Gensyms, if carefully used a la Common Lisp, prevent names bound in the macro definition from affecting the arguments of the macro call, but they do not and cannot prevent names bound in the macro call's environment from affecting names that are free in the macro definition.

I can see that, but in

I can see that, but in practice is that a problem or a solution? Do people write useful macros that rely on expanding to use a variable in their calling environment, or do they inadvertently do this and curse themselves when it causes issues?

The latter

As far as I know, nobody deliberately writes hygiene-breaking macros of this type (whereas the other type, which export names to their bodies, are not uncommon). However, I am not a serious user of deliberate hygiene-breaking.

Unintentional violations in pre-hygienic Scheme are another matter. For example, it's not uncommon to bind the name "list" to some list, which makes the standard function "list" unavailable within the lexical scope. A non-hygienic macro called in such a context will screw up if it tries to call the "list" function, whereas a hygienic one uses the binding of "list" available in the definition environment, normally the top-level environment.

CL hacks around the problem by not allowing redefinitions of standard identifiers, and by having separate namespaces for variables and functions. This quietly prevents many hygiene violations, but means that they bite even more deeply when they do arise. Lack of hygiene is the macro equivalent of dynamic binding: it means that what an identifier is bound to depends on history rather than being lexically apparent.

I'm told that macros of this type are used to communicate between top-level and nested macros using local macrolets.

CL packages

CL hacks around the problem by not allowing redefinitions of standard identifiers, and by having separate namespaces for variables and functions. — And by using packages to carve up identifier space. Will Clinger, who proposed the mechanism, has said that he thought CL needed this mechanism in the absence of hygiene.

Cf. Peter Sewell's chapter on Programming in the Large: Packages and Symbols, from PCL. There's probably a wonderful resource that I don't know of that explains all the design issues in CLtL and how the choices were made. It probably involves spending time with Guy Steele.

"Nobody"

As far as I know, nobody deliberately writes hygiene-breaking macros of this type...

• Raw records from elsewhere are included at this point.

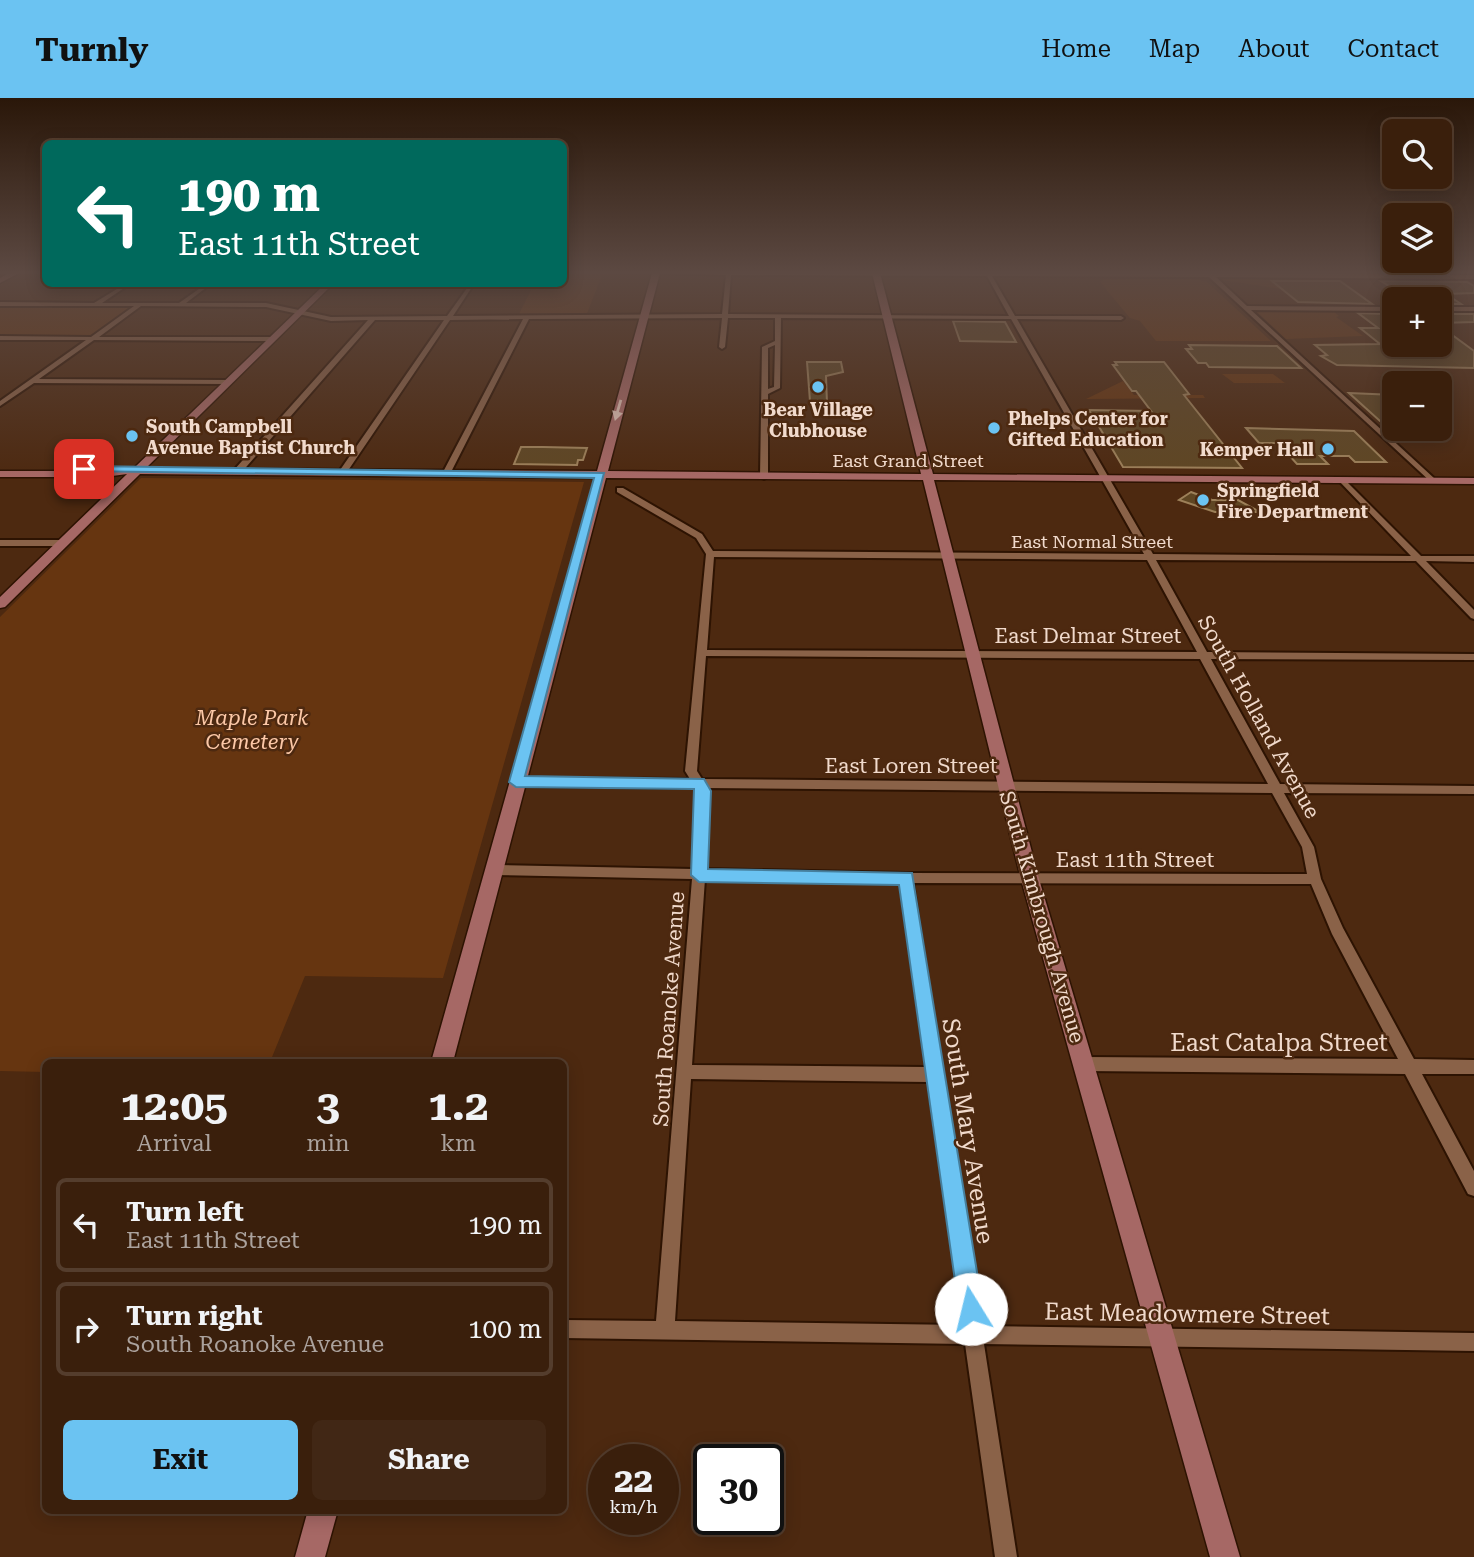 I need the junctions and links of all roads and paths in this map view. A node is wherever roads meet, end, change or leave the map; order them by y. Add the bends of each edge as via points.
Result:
1 (88, 341) edge
2 (269, 341) edge
3 (353, 341) edge
4 (433, 341) edge
5 (515, 341) edge
6 (637, 341) edge
7 (722, 341) edge
8 (893, 341) edge
9 (1028, 341) edge
10 (1282, 341) edge
11 (779, 342) joint
12 (722, 346) dead end
13 (32, 382) junction
14 (227, 382) junction
15 (766, 392) junction
16 (0, 404) edge
17 (0, 471) edge
18 (129, 471) junction
19 (237, 472) junction
20 (342, 473) junction
21 (58, 474) junction
22 (446, 474) junction
23 (600, 475) junction
24 (764, 477) junction
25 (927, 477) junction
26 (1105, 478) junction
27 (1343, 480) junction
28 (1432, 481) junction
29 (1474, 481) edge
30 (620, 490) dead end
31 (110, 497) junction
32 (0, 543) edge
33 (62, 543) junction
34 (710, 554) junction
35 (948, 556) junction
36 (1150, 557) junction
37 (1419, 559) junction
38 (1474, 559) edge
39 (0, 604) edge
40 (1474, 617) edge
41 (702, 653) junction
42 (973, 654) junction
43 (1204, 656) junction
44 (1474, 657) edge
45 (516, 782) junction
46 (698, 783) junction
47 (1004, 786) junction
48 (1276, 787) junction
49 (1474, 790) edge
50 (494, 870) junction
51 (699, 875) junction
52 (906, 878) junction
53 (1030, 878) junction
54 (1315, 879) junction
55 (443, 1059) edge
56 (1084, 1064) junction
57 (1409, 1066) junction
58 (1474, 1067) edge
59 (685, 1072) junction
60 (935, 1075) junction
61 (1474, 1188) edge
62 (567, 1329) edge
63 (665, 1331) junction
64 (975, 1335) junction
65 (1164, 1339) junction
66 (1474, 1342) edge
67 (322, 1514) edge
68 (310, 1557) edge
69 (1006, 1557) edge
70 (1226, 1557) edge

1 - 13 street
2 - 14 main road
3 - 19 street
4 - 20 street
5 - 22 street
6 -> 23 main road
7 - 12 street
8 - 25 main road, South Kimbrough Avenue
9 - 26 street, South Holland Avenue
10 - 28 street
11 - 15 street via 777,388
11 - 15 street via 765,347
13 - 14 street
13 - 16 street
14 - 18 main road
15 - 24 street
17 - 18 main road
17 - 21 main road
18 - 19 main road, East Grand Street
18 - 21 main road
18 - 31 main road
19 - 20 main road, East Grand Street
20 - 22 main road, East Grand Street
21 - 31 main road via 107,480
22 - 23 main road, East Grand Street
23 - 24 main road, East Grand Street
23 - 45 main road
24 - 25 main road, East Grand Street
25 - 26 main road, East Grand Street
25 - 35 main road, South Kimbrough Avenue
26 - 27 main road, East Grand Street
26 - 36 street, South Holland Avenue
27 - 28 main road, East Grand Street
27 - 37 street
28 - 29 main road, East Grand Street
30 - 34 street via 699,536
31 - 33 main road
32 - 33 street
33 - 39 main road
34 - 35 street, East Normal Street
34 - 41 street, South Roanoke Avenue
35 - 36 street, East Normal Street
35 - 42 main road, South Kimbrough Avenue
36 - 37 street, East Normal Street
36 - 43 street, South Holland Avenue
37 - 38 street, East Normal Street
37 - 40 street
41 - 42 street, East Delmar Street
41 - 46 street, South Roanoke Avenue via 691,771
42 - 43 street, East Delmar Street
42 - 47 main road, South Kimbrough Avenue
43 - 44 street, East Delmar Street
43 - 48 street, South Holland Avenue
45 - 46 street, East Loren Street
45 - 50 main road
46 - 47 street, East Loren Street
46 - 51 street, South Roanoke Avenue via 703,791
47 - 48 street, East Loren Street
47 - 53 main road, South Kimbrough Avenue
48 - 49 street, East Loren Street
48 - 54 street, South Holland Avenue via 1308,846
50 - 51 street, East 11th Street
50 - 55 main road
51 - 52 street, East 11th Street
51 - 59 street, South Roanoke Avenue
52 - 53 street, East 11th Street
52 - 60 street, South Mary Avenue
53 - 54 street, East 11th Street
53 - 56 main road, South Kimbrough Avenue
54 - 57 street, South Holland Avenue
56 - 57 street, East Catalpa Street
56 - 65 main road, South Kimbrough Avenue
57 - 58 street, East Catalpa Street
57 - 61 street, South Holland Avenue
59 - 60 street
59 - 63 street, South Roanoke Avenue
60 - 64 street, South Mary Avenue
62 - 63 street, East Meadowmere Street
63 - 64 street, East Meadowmere Street
64 - 65 street, East Meadowmere Street
64 - 69 street, South Mary Avenue
65 - 66 street, East Meadowmere Street
65 - 70 main road, South Kimbrough Avenue
67 - 68 main road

I'm not sure. It seems to me that Let Over Lambda is basically one long paeon to precisely that type of hygiene-breaking. I'm not sure how widespread it really is among professional Lisp programmers, or whether Hoyte is inside or outside the macrological mainstream. There seem to be conflicting schools of though on this issue, even among Lisp programmers (I mean, those who did not jump to Scheme already for this reason).

I also second Charles's comments on packages. I never really realized the importance of packages for hygiene until recently.

Caveat: I am not nor have ever been a real Lisp programmer.

Hygiene is a no-brainer, IMHO

I think any new language with macros should support hygiene.

As an example, Andre van Tonder's SRFI 72 macro system lets you write the simple swap macro more succinctly than Common Lisp does (because there's no need for gensym), and it's completely safe:

(define-syntax (swap! a b)
  #`(let ((temp ,a)) 
      (set! ,a ,b) 
      (set! ,b temp)))

Given that we have this and similar technologies (e.g. syntax-case), I think there's simply no point in going the unhygienic way. A language without hygiene makes programmers work more, and furthermore, some macros cannot be written safely without language support.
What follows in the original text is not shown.